Aradan geçen 1 sene zarfında hafızamı yokluyorum da kimler gitti kimler… Yahya Kemal’in o çok sevdiğim Sessiz Gemi şiirindeki gibi… Dönen yok seferinden…

Olabildiğince kendimi bu salgından koruma düşüncesinde oldum… Maç takibi de yaptığımızdan testlere de girmedik değil… Ancak duyuyoruz ki aşı yaptıranlarda bile görülüyor bu illet hastalık, hatta ikinci kez yaşayanları da duydum…

Ülke olarak Allah’a şükür kısa bir bocalama sonrası önlemler alındı, sağlık sektörü de son yapılan yatırımlar, şehir hastaneleri falan olabildiğince hazırlıklı çıktı…

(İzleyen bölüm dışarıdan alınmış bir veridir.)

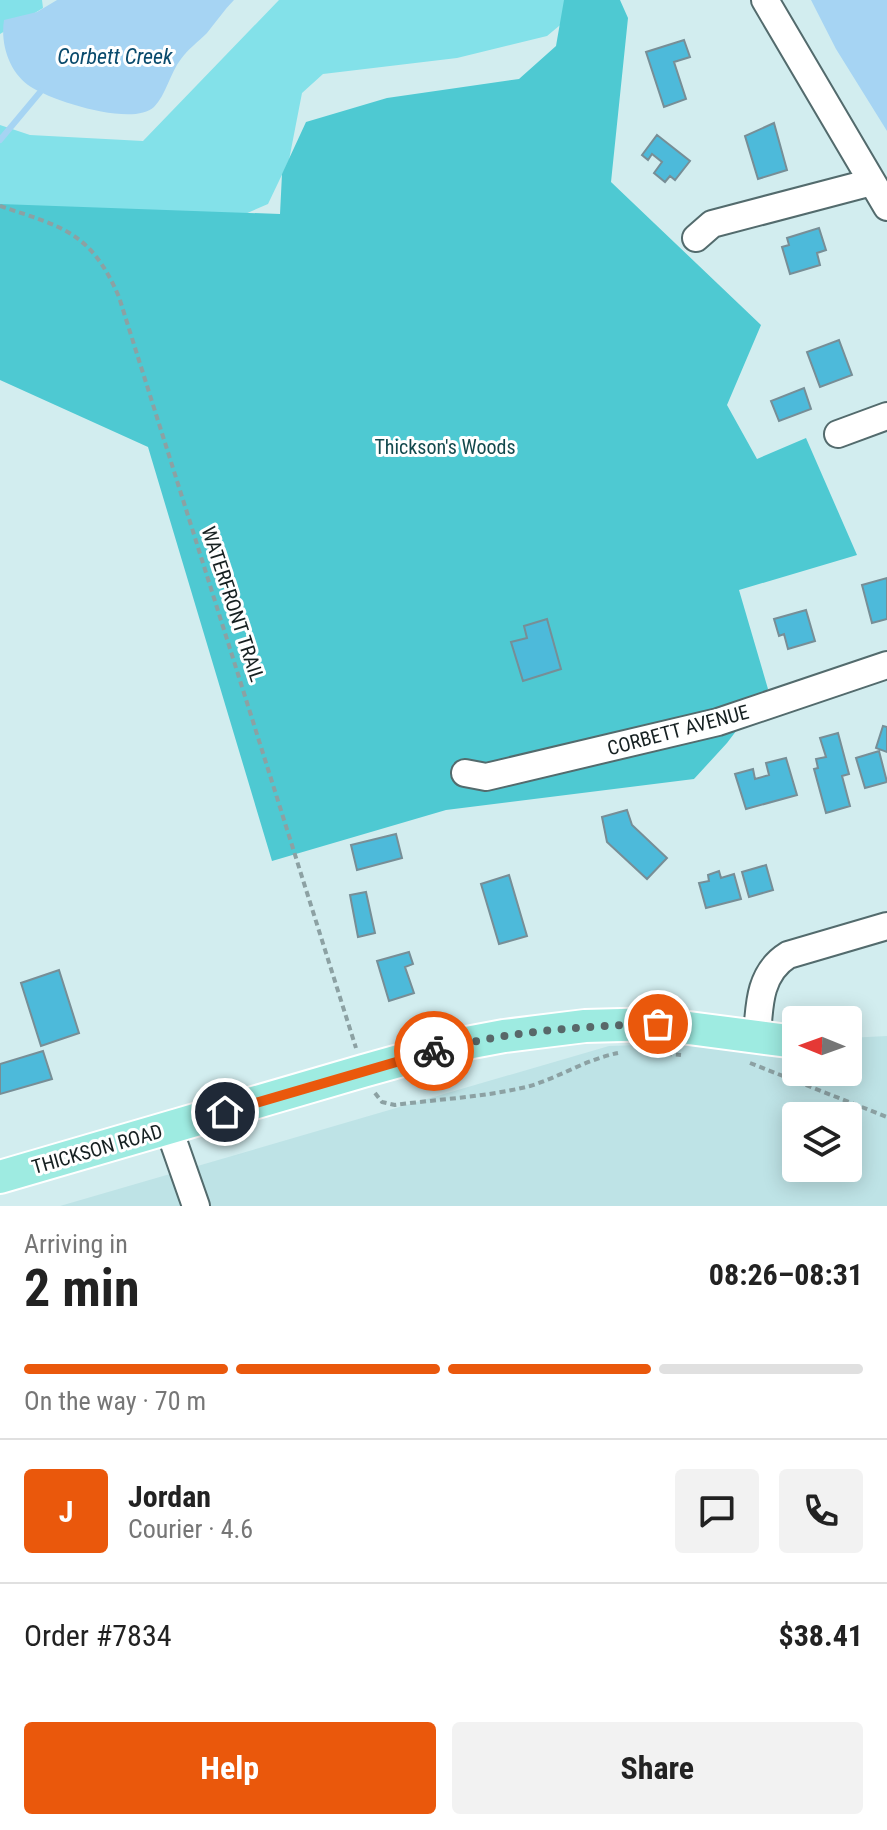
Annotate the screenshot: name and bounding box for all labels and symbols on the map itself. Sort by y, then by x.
water label: Corbett Creek [57,44,173,69]
park label: Thickson's Woods [374,435,516,459]
street label: WATERFRONT TRAIL [197,523,269,685]
street label: CORBETT AVENUE [605,700,751,760]
pin [624,990,692,1058]
north arrow [782,1006,862,1086]
courier [394,1011,474,1091]
pin [191,1078,259,1146]
street label: THICKSON ROAD [29,1119,165,1179]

Meseleye sakin kafa ile bakanlar, bir parça dünya işlerine, neler olup dönüyor diye araştırma yapanlar bu salgın halini içeren filmlerin varlığı ile karşılaştı. Yani bu insan eli ile Allah’ın yarattığı yaratılmışların en şereflisine yapılan bir ihanetti, saldırı idi.

Peki, bu andan sonra insanlığa huzur var mı? Tabii ki yok… Artık ordular savaşmıyor, bir şekilde virüsleri saldın mı çayıra, Mevla’m kayıra hesabı var…

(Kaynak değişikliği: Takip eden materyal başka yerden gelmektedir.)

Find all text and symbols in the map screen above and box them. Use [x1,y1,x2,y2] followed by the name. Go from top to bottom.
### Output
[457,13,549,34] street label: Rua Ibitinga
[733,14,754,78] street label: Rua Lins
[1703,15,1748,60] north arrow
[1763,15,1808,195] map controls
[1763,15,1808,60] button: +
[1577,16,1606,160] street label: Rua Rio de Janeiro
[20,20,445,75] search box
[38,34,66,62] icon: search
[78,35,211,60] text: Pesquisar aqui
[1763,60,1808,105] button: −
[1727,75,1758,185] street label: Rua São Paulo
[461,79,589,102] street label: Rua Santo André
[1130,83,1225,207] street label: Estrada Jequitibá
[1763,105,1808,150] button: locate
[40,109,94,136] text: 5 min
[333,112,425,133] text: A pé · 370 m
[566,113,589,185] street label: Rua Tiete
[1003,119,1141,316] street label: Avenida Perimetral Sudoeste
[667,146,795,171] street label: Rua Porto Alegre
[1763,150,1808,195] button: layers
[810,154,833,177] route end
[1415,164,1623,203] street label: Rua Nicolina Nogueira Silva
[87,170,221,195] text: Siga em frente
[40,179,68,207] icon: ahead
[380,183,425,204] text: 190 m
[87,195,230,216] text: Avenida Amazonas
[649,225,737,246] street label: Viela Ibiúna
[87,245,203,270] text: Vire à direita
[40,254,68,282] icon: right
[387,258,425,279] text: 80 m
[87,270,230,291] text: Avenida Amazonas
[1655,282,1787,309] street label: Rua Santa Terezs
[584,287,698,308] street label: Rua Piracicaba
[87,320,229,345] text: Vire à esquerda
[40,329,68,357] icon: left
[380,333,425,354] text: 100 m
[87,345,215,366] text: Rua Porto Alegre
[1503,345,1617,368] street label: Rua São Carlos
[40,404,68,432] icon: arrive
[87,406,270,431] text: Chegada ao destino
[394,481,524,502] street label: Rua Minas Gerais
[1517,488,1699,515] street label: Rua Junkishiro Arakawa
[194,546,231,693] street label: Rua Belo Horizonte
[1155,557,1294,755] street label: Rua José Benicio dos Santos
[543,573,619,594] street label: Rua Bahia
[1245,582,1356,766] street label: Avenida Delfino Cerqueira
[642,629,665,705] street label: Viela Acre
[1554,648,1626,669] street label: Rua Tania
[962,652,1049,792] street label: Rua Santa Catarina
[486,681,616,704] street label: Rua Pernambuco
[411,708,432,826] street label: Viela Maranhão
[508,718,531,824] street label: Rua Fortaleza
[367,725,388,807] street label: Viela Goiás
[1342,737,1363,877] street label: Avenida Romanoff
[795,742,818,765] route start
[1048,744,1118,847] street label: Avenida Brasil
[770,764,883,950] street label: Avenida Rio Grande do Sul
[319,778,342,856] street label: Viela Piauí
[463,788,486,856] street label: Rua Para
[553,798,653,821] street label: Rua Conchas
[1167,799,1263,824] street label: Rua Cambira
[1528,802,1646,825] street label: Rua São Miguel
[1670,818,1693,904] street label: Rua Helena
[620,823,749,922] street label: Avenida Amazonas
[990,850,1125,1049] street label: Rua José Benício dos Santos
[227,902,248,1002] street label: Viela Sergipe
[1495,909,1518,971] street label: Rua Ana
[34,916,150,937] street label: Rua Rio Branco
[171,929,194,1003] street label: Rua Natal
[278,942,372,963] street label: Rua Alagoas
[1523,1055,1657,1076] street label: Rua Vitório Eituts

İşin tuhafı nedense son bir senelik Türkiye’de ölüm vakaları ile pandemideki 1 senelik ölüm vakalarını sizlere iletenleri hiç duydunuz mu? Neden gece yarılarından sonraki bazı kanallarda işleniyor bu konu, neden gündüz saatlerinde bu veriler aktarılmıyor, karşılaştırma yapılmıyor?

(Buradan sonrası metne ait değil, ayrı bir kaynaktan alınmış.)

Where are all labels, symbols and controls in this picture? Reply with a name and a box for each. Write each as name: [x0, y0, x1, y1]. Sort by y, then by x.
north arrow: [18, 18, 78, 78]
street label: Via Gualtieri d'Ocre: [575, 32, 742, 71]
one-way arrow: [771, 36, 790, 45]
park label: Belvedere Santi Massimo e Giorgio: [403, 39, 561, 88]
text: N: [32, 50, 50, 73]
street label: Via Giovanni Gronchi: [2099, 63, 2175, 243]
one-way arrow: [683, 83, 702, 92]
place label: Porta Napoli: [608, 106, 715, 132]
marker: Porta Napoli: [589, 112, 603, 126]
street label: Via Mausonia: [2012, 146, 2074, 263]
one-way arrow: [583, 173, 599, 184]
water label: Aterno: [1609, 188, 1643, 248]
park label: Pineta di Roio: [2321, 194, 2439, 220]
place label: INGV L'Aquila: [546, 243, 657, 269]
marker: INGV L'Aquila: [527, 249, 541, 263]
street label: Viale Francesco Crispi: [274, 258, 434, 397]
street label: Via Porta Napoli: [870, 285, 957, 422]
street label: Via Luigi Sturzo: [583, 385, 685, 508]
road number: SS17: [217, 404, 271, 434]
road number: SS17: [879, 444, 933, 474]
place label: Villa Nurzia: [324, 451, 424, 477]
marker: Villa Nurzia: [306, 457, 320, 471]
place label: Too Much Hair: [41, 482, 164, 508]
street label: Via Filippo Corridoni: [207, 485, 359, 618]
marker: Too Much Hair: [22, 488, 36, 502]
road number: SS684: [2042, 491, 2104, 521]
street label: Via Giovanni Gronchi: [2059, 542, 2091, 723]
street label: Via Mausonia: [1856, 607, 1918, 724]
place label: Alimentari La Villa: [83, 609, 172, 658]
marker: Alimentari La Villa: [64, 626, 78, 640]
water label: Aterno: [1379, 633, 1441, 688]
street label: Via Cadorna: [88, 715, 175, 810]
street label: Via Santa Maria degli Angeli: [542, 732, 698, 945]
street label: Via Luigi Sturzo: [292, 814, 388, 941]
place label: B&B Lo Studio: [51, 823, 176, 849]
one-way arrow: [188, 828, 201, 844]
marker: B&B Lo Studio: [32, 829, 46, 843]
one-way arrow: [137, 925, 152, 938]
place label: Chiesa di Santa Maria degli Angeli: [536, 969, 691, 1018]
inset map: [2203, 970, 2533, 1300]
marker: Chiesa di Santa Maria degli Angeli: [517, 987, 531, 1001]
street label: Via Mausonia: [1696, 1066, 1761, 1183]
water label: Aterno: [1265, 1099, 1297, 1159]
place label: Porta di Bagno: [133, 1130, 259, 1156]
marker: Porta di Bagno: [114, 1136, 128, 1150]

Şu bir gerçek ki virüse yakalandınız, eğer ki kronik bir rahatsızlığınız varsa işte sıkıntı burada başlıyor. Zaten nefes darlığı çeken biri makinaya bağlandı mı geri dönüşü çok ama çok zor oluyor. Aynı şekilde, kalp, akciğer rahatsızlığı yaşayanları da bu kategoriye sokabiliriz. Bunları aktarmak için de doktor olmaya gerek yok sanırım…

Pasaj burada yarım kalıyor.